De sorte que savoir si la non-application a pour principe un refus divin d’octroyer la moindre grâce ou de n’octroyer qu’une grâce sue ou faite inefficace n’a que peu d’importance relativement à ce qui nous occupe ici : la pleine compatibilité du refus au fait que la mort du Christ a de soi, de sa nature même, une valeur salvifique universelle, ce indépendamment de l’application du mérite de la Passion à ceux là seuls qui seront sauvés.
Dans l’hypothèse - qui n’est pour moi qu’une hypothèse, qu’il me semble nécessaire de poser pour sauvegarder la souveraine liberté de Dieu - où Dieu n’offrirait aucune grâce actuelle de conversion à quelque infidèle négatif, il sera damné pour sa seule faute. Soit celle de ses nombreux péchés actuels (que l’infidélité négative ne soit que matérielle n’obstacle pas que de nombreux péchés formels et mortels puissent être commis par cet infidèle), soit même seulement celle du seul péché originel. « En effet, de même qu'en toute vérité les hommes ne naîtraient pas injustes s'ils ne naissaient de la descendance issue corporellement d'Adam, puisque, quand ils sont conçus, ils contractent une injustice personnelle par le fait qu'ils descendent corporellement de lui » (Trente, Décret sur la justification, chapitre 3).
Remarquez bien que si, sur le plan des principes, je suis hostile à toute assertion qui présumerait indûment de la liberté divine, je me garde bien de sombrer dans un crypto-prédestinatianisme. Les citations de saint Augustin précédemment données, qui ont l’admirable avantage de rappeler à tous la souveraine liberté de Dieu sur le créé, ne peuvent être le prétexte aux errements prédestinatiens (c’est à dire à cette fausse conception de la prédestination, commune aux augustiniens, aux dominicains, et aux congruistes, selon laquelle le décret de réprobation positive post prævisa demerita résulte inéluctablement d’un décret de réprobation négative pris ante prævisa). Les révélations privés du Sacré-Coeur nous incitent à l’optimisme, c’est à dire à la confiance, et c’est heureux. Comme par ailleurs je considère l’acte surnaturellement bon comme relevant conjointement d’une double causalité réciproque et simultanée, je suis plus qu’enclin à penser qu’en de nombreux cas la conversion des adultes reste possible jusqu’à l’article de la mort. Ce que je ne peux aucunement concéder, c’est qu’il en serait toujours ainsi, une telle assertion attentant à la souveraine liberté de Dieu. Pire encore dans la présomption des libres-choix divins, l’assertion que Dieu donnerait à tous les pêcheurs des grâces ut quod à l’article de la mort.
Par ailleurs, l'existence d'un châtiment temporel ne me pose aucune difficulté, et je ne méconnais pas combien il peut être terrible.
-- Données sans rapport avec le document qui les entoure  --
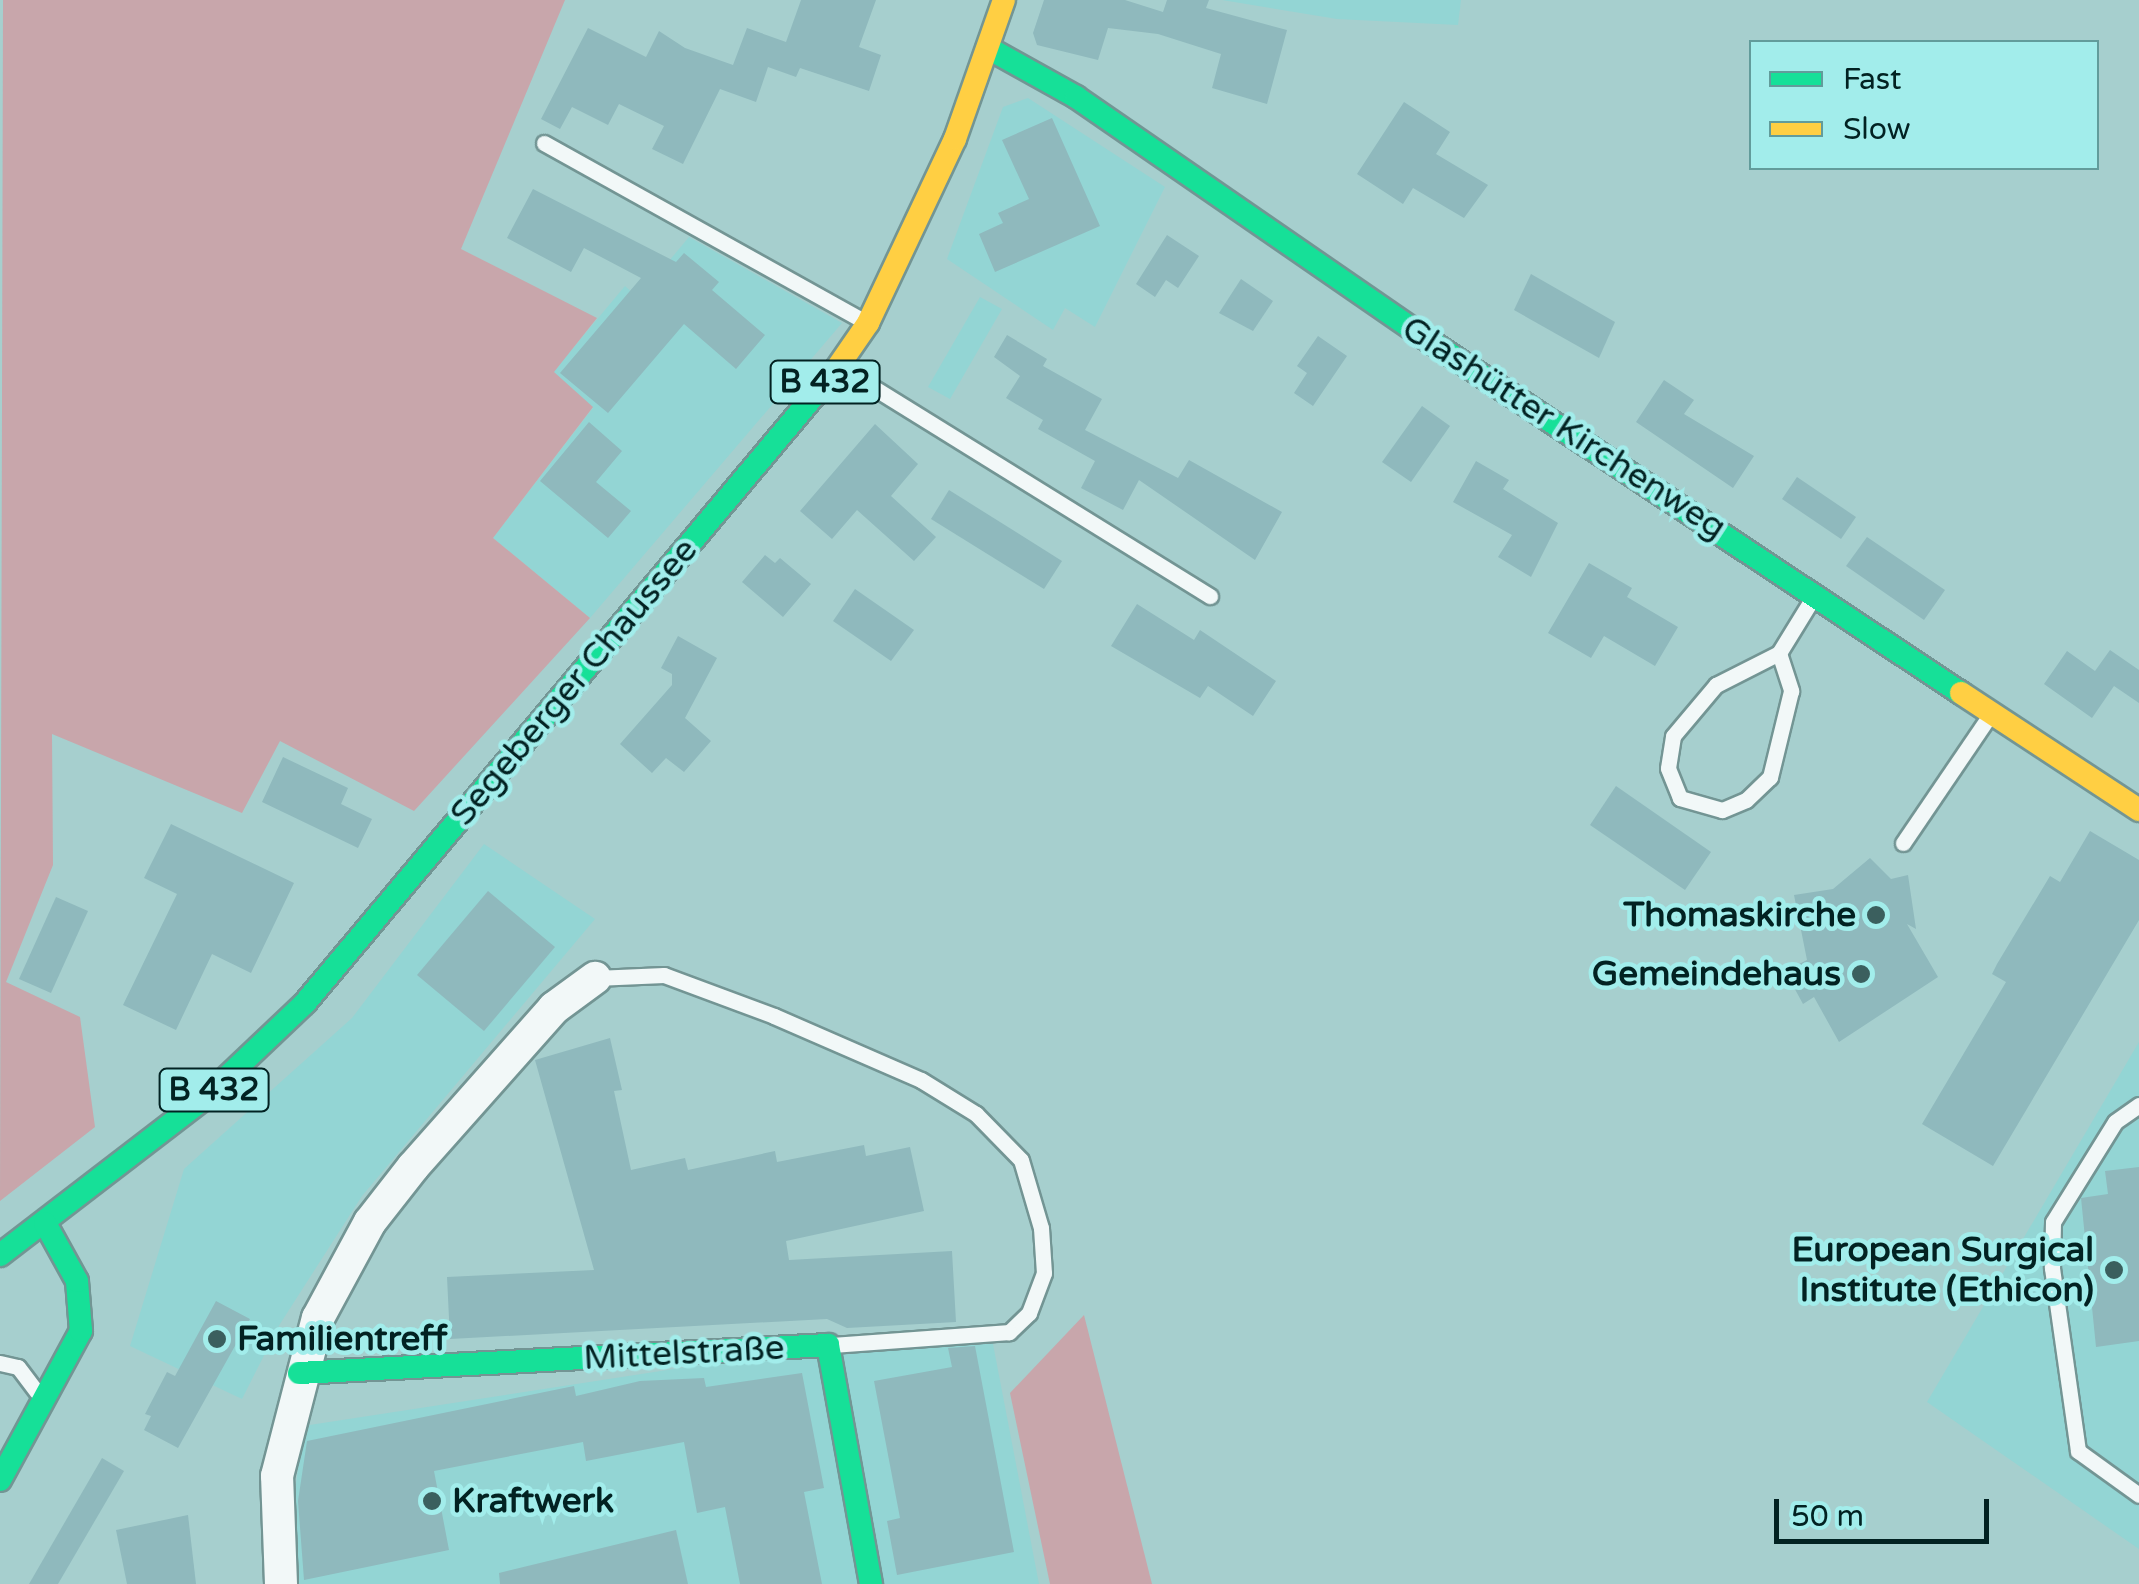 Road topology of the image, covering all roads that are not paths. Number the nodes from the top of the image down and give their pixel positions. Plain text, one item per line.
1 (997, 2) edge
2 (988, 48) junction
3 (544, 143) dead end
4 (868, 323) junction
5 (839, 366) junction
6 (1816, 593) junction
7 (1210, 596) dead end
8 (1779, 653) junction
9 (1992, 712) junction
10 (2139, 810) edge
11 (1904, 843) dead end
12 (595, 978) joint
13 (2139, 1105) edge
14 (45, 1223) junction
15 (0, 1255) edge
16 (828, 1345) junction
17 (0, 1363) edge
18 (299, 1373) junction
19 (43, 1408) junction
20 (0, 1480) edge
21 (2139, 1496) edge
22 (281, 1584) edge
23 (871, 1584) edge

1 - 2 street, Segeberger Chaussee / B 432
2 - 4 street, Segeberger Chaussee / B 432
2 - 6 street, Glashütter Kirchenweg
3 - 4 lane
4 - 5 street, Segeberger Chaussee / B 432
5 - 7 lane
5 - 14 street, Segeberger Chaussee / B 432
6 - 8 lane
6 - 9 street, Glashütter Kirchenweg
8 - 8 lane
9 - 10 street, Glashütter Kirchenweg
9 - 11 lane
12 - 16 lane
12 - 18 street
13 - 21 lane
14 - 15 street, Segeberger Chaussee / B 432
14 - 19 street
16 - 18 street, Mittelstraße
16 - 23 street, Mittelstraße
17 - 19 lane
18 - 22 street
19 - 20 street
Ce qui me semble plus difficile, c'est que ce châtiment soit, lors de son infliction, déterminé par Dieu comme étant définitif et qu'il se présente donc comme les prémisses du châtiment éternel sans aucune solution de continuité entre l'un et l'autre. La possibilité d'un tel châtiment définitif ne ressort pas des livres bibliques que vous visez.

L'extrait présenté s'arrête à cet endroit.